In the data below, find each line carrying the string "name" and copy it out.

------------------------------------------------

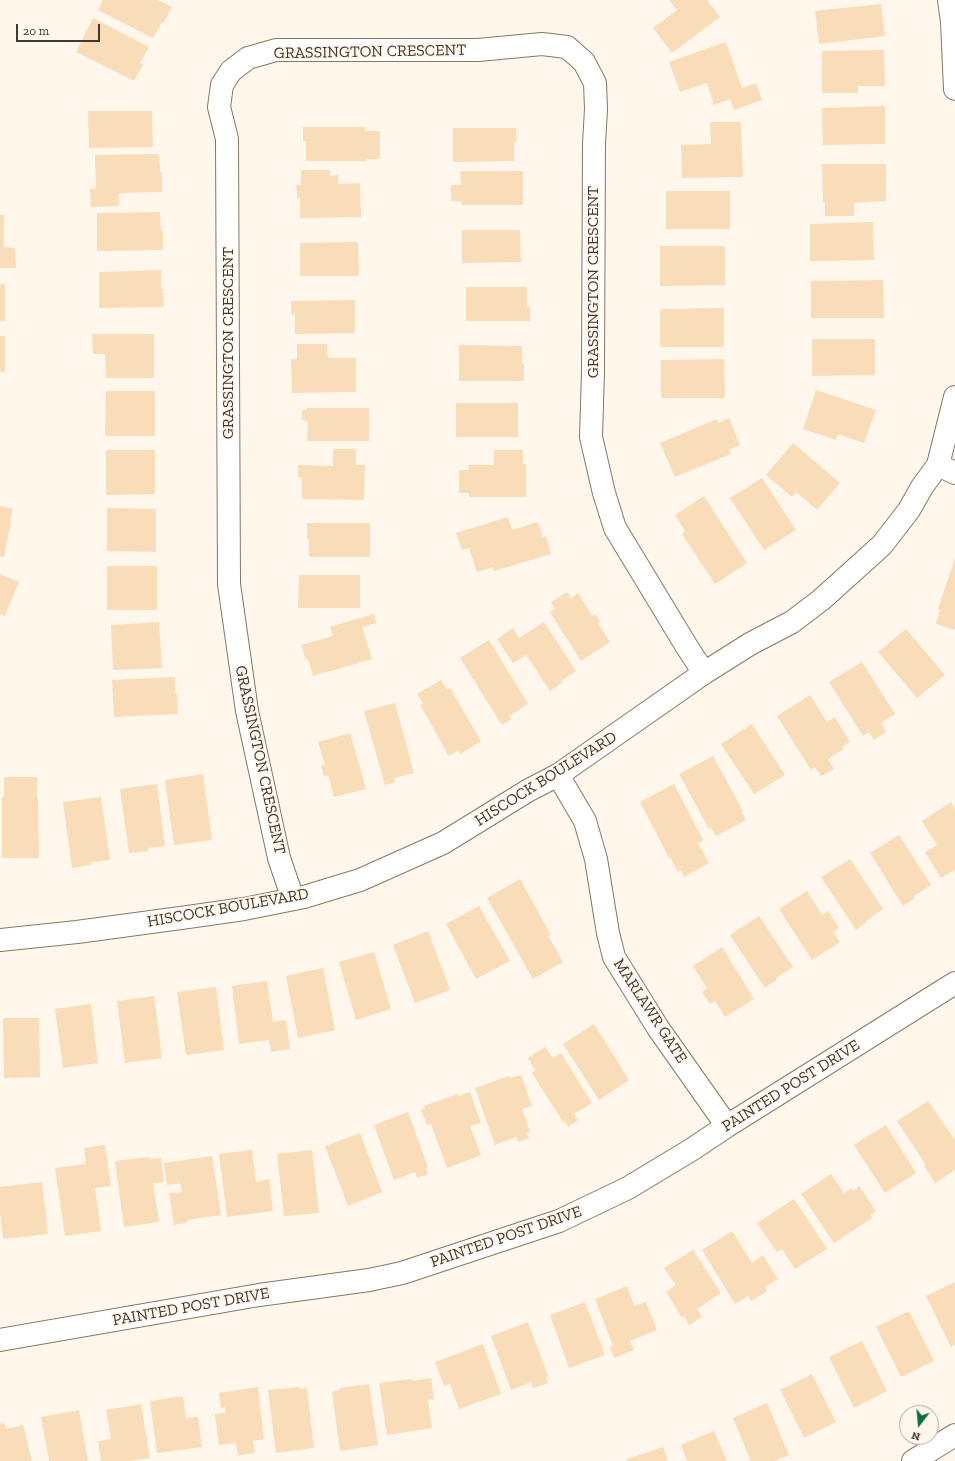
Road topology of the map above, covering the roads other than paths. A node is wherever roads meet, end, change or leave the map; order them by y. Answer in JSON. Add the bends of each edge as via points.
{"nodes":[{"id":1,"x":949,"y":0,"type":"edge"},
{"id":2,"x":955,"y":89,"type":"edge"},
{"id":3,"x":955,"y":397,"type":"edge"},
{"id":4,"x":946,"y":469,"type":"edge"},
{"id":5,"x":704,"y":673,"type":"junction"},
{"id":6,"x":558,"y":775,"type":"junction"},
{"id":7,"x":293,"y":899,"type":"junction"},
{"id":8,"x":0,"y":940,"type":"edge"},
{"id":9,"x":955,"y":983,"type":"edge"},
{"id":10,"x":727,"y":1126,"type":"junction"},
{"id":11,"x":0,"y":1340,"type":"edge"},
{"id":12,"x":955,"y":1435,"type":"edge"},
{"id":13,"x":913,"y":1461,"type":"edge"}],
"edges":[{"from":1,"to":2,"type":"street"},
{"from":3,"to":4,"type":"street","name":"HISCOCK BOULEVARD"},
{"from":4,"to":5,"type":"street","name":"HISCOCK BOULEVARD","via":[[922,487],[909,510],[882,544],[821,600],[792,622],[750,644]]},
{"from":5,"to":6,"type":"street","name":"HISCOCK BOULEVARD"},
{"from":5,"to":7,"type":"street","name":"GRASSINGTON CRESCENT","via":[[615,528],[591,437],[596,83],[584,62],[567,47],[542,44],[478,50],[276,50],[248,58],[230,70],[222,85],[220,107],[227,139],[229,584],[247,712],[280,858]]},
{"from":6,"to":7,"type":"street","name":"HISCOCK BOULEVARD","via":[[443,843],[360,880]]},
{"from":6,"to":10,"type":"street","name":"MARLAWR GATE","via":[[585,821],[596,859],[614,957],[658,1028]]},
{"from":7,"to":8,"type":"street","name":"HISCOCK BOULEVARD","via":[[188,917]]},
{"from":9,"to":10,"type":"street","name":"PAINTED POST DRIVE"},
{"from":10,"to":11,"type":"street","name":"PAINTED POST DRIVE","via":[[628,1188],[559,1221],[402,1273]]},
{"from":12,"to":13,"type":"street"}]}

------------------------------------------------

• Answer space:
{"from":3,"to":4,"type":"street","name":"HISCOCK BOULEVARD"},
{"from":4,"to":5,"type":"street","name":"HISCOCK BOULEVARD","via":[[922,487],[909,510],[882,544],[821,600],[792,622],[750,644]]},
{"from":5,"to":6,"type":"street","name":"HISCOCK BOULEVARD"},
{"from":5,"to":7,"type":"street","name":"GRASSINGTON CRESCENT","via":[[615,528],[591,437],[596,83],[584,62],[567,47],[542,44],[478,50],[276,50],[248,58],[230,70],[222,85],[220,107],[227,139],[229,584],[247,712],[280,858]]},
{"from":6,"to":7,"type":"street","name":"HISCOCK BOULEVARD","via":[[443,843],[360,880]]},
{"from":6,"to":10,"type":"street","name":"MARLAWR GATE","via":[[585,821],[596,859],[614,957],[658,1028]]},
{"from":7,"to":8,"type":"street","name":"HISCOCK BOULEVARD","via":[[188,917]]},
{"from":9,"to":10,"type":"street","name":"PAINTED POST DRIVE"},
{"from":10,"to":11,"type":"street","name":"PAINTED POST DRIVE","via":[[628,1188],[559,1221],[402,1273]]},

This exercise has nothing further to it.